The concept of dividing prehistorical ages into systems based on different materials was introduced by the Danish archaeologist Christian Juergensen Thomsen (1788–1865). Thomsen was able to use the Danish national collection of antiquities and the records of their finds as well as reports from contemporaneous excavations to provide a solid empirical basis for the system. He showed that artifacts could be classified into types and that these types varied over time in ways that correlated with the predominance of stone, bronze or iron implements and weapons.
This kind of epochalism has much criticized. For example Graham Connah asserts: “So many archaeological writers have used this model for so long that for many readers it has taken on a reality of its own. In spite of the theoretical agonizing of the last half-century, epochalism is still alive and well … Even in parts of the world where the model is still in common use, it needs to be accepted that, for example, there never was actually such a thing as ‘the Bronze Age.”
Anyhow we have still to ask for the impact of metals on society, social systems, social agency and ideologies. Many researchers argue that that there is a qualitative difference between Neolithic and Bronze Age social formations in prehistoric Europe, which fundamentally changed both their worldviews and their political economies.
During the Bronze Age we see the development of permanent higher-level institutions in charge of trade and alliance formation. There was a rapid development of inter-regional economic dependency and new levels of division of labor compared to the preceding times.

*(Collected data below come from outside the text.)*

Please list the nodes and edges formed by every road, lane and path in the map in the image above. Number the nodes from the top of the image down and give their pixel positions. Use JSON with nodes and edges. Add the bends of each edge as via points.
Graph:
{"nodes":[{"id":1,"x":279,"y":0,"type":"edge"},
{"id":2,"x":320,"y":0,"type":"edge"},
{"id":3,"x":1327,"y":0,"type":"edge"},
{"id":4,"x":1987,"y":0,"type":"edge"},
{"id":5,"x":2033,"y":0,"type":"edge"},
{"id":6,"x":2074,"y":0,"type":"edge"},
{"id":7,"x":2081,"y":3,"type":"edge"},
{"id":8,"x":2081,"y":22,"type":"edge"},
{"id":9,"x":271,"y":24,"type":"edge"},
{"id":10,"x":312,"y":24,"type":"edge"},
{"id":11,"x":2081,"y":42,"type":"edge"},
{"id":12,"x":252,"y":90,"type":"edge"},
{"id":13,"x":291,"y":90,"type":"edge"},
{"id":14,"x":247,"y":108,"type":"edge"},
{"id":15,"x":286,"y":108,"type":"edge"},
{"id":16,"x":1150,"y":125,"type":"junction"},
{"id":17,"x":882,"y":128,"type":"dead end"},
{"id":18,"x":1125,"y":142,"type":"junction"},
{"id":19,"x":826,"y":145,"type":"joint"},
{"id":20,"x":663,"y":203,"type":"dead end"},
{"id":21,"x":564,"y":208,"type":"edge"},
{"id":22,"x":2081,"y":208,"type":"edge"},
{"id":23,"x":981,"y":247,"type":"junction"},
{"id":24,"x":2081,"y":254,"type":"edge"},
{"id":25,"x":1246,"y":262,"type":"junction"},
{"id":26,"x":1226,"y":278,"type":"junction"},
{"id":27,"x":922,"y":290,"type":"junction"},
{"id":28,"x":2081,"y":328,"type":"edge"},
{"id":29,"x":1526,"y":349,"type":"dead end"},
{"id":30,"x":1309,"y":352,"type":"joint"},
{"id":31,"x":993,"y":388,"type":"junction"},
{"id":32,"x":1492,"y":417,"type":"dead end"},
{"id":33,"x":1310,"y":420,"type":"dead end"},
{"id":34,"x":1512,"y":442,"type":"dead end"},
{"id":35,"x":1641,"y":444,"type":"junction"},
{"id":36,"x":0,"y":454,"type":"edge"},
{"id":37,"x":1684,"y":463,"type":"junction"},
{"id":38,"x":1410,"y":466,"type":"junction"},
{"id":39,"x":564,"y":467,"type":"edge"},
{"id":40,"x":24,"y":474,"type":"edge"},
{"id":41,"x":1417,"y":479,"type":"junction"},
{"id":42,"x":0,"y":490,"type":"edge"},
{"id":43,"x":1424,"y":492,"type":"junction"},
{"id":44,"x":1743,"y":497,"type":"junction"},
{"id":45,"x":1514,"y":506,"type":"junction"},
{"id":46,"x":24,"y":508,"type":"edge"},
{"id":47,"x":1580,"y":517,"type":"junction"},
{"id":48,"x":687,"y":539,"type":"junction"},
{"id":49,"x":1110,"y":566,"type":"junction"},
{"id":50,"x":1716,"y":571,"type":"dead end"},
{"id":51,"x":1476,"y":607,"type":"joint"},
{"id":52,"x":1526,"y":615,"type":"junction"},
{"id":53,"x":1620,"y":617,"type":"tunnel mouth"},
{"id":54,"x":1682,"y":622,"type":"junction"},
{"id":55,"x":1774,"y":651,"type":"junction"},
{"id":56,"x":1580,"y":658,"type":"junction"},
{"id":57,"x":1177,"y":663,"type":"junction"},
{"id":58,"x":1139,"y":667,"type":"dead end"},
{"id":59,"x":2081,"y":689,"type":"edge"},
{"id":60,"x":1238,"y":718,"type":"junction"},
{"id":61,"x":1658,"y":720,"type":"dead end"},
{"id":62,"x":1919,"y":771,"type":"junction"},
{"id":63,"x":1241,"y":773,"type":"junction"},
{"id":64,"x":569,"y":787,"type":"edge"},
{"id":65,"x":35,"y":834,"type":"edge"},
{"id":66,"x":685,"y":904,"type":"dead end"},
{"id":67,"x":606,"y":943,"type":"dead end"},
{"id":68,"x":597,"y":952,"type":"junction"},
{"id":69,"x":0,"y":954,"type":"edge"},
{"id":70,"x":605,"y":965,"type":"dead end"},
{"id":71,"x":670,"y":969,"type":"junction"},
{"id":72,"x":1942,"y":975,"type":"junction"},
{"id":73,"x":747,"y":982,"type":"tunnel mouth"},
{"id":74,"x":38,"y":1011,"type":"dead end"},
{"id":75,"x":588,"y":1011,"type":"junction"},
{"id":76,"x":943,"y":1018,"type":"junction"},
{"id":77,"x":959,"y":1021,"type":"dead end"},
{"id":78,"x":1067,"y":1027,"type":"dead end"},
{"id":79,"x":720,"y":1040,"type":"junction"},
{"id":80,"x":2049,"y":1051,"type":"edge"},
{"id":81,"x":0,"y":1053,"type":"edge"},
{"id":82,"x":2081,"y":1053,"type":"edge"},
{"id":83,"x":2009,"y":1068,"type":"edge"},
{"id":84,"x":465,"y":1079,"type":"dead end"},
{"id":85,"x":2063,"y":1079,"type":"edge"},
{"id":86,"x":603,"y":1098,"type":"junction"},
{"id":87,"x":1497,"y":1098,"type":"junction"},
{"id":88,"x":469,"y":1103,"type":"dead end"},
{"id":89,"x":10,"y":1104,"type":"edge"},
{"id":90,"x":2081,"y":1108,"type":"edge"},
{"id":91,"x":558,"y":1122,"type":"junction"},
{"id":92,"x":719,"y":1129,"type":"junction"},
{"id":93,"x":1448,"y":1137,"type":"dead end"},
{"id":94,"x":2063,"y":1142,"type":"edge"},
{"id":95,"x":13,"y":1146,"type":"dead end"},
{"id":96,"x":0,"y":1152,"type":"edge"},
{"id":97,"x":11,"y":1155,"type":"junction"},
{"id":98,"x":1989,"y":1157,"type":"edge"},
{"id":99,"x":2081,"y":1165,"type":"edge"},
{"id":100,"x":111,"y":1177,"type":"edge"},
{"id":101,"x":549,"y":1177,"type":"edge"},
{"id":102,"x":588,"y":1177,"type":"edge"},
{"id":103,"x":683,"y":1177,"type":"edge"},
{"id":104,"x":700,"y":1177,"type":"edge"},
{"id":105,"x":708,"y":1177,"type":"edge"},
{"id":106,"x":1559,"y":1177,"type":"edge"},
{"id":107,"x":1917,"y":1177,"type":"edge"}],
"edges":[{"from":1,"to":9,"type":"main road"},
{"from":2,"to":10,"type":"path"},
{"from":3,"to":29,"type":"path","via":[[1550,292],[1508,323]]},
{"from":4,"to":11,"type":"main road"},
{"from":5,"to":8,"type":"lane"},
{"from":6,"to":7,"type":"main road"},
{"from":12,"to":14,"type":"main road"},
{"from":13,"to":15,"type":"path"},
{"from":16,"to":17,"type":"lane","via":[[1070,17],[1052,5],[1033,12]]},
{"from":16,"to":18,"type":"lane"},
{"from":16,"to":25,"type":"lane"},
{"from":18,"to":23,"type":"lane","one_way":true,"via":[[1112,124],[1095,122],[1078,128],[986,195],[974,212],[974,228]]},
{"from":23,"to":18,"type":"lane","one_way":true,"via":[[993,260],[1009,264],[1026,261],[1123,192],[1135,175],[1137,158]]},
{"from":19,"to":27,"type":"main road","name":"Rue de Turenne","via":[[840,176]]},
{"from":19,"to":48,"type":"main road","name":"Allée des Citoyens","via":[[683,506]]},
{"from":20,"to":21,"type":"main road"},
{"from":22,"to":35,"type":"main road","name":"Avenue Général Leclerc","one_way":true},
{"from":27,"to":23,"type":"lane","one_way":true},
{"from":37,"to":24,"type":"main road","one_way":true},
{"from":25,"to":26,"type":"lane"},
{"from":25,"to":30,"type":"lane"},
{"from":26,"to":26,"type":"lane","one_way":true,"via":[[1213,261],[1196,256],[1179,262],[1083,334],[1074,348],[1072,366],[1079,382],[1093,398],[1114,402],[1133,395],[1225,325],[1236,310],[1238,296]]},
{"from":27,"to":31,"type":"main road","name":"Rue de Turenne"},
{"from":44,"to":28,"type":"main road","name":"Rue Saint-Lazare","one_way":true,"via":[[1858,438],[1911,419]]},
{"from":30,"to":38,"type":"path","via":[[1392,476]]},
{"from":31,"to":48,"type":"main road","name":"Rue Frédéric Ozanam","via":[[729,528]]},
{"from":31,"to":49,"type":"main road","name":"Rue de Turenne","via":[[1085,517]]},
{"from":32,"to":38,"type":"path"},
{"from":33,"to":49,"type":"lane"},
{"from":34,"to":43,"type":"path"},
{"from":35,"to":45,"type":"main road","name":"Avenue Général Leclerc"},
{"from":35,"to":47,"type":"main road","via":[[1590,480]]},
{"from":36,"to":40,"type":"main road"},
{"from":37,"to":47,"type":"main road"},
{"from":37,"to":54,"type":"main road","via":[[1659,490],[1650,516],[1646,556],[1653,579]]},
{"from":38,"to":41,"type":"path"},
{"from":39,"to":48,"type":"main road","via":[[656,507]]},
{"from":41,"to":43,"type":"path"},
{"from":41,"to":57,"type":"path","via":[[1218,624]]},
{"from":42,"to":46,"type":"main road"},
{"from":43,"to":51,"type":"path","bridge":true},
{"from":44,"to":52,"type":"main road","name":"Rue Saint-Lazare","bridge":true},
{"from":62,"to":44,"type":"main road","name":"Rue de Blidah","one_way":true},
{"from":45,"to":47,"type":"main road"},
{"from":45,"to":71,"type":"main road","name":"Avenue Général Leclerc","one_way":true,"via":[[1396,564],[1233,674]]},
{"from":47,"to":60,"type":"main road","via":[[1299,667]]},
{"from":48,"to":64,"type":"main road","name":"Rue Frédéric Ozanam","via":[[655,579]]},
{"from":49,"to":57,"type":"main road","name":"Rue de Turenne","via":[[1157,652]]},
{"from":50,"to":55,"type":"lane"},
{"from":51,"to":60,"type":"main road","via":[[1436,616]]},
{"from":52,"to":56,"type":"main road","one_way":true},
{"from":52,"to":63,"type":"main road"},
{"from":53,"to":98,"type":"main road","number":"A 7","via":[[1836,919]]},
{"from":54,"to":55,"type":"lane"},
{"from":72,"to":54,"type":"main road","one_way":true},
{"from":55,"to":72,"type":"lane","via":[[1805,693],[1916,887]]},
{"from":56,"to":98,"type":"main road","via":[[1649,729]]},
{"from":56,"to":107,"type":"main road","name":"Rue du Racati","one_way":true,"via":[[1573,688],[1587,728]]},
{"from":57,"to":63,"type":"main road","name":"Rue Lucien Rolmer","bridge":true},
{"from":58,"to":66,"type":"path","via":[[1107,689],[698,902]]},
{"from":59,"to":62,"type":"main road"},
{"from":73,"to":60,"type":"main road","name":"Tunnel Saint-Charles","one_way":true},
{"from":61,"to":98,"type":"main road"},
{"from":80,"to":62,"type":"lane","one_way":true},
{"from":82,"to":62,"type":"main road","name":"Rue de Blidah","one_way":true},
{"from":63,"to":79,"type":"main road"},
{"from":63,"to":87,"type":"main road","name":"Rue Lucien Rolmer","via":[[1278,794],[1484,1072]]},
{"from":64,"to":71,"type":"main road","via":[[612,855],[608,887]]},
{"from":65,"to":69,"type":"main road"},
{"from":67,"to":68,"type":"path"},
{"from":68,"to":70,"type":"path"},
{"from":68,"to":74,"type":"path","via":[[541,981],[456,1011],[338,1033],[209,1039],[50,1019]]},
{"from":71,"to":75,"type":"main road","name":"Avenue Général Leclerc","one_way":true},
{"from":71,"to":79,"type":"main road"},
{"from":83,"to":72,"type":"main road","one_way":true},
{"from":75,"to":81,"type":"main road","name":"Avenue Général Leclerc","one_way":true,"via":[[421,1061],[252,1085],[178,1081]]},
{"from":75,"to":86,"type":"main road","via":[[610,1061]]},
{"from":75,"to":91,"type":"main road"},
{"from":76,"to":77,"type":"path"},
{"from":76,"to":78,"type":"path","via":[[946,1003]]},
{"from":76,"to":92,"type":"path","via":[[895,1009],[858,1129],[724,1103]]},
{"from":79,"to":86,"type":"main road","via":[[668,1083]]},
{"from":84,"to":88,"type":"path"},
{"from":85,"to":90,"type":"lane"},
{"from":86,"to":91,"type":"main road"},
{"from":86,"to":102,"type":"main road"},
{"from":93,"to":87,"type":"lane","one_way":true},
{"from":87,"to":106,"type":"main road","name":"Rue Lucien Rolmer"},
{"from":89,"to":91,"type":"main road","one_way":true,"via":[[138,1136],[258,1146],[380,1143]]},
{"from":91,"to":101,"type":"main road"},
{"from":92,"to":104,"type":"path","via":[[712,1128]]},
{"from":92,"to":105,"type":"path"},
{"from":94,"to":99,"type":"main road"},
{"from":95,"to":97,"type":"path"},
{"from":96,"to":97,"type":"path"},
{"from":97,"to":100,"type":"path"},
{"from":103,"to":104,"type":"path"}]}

One aspect of this transformation was the the formation of a complete new set of weapons (swords, lances, protective body amour) and for the first time the formation of more permanent warrior groups and retinues, which among other things is evidenced by systematic use wear on swords and lances, and trauma on skeletons. These new weapons were much more deadly and efficient than anything preceding them, and the warriors also demanded regular training to master effective swordsmanship. In short the swords introduced a new institution of warrior elites with retinues that could be mobilized and hired as mercenaries when needed. This new panoply of weapons was to be in continued use until historical times , and it became an institution that could be mobilized by chiefly leaders, but which could also overthrow them….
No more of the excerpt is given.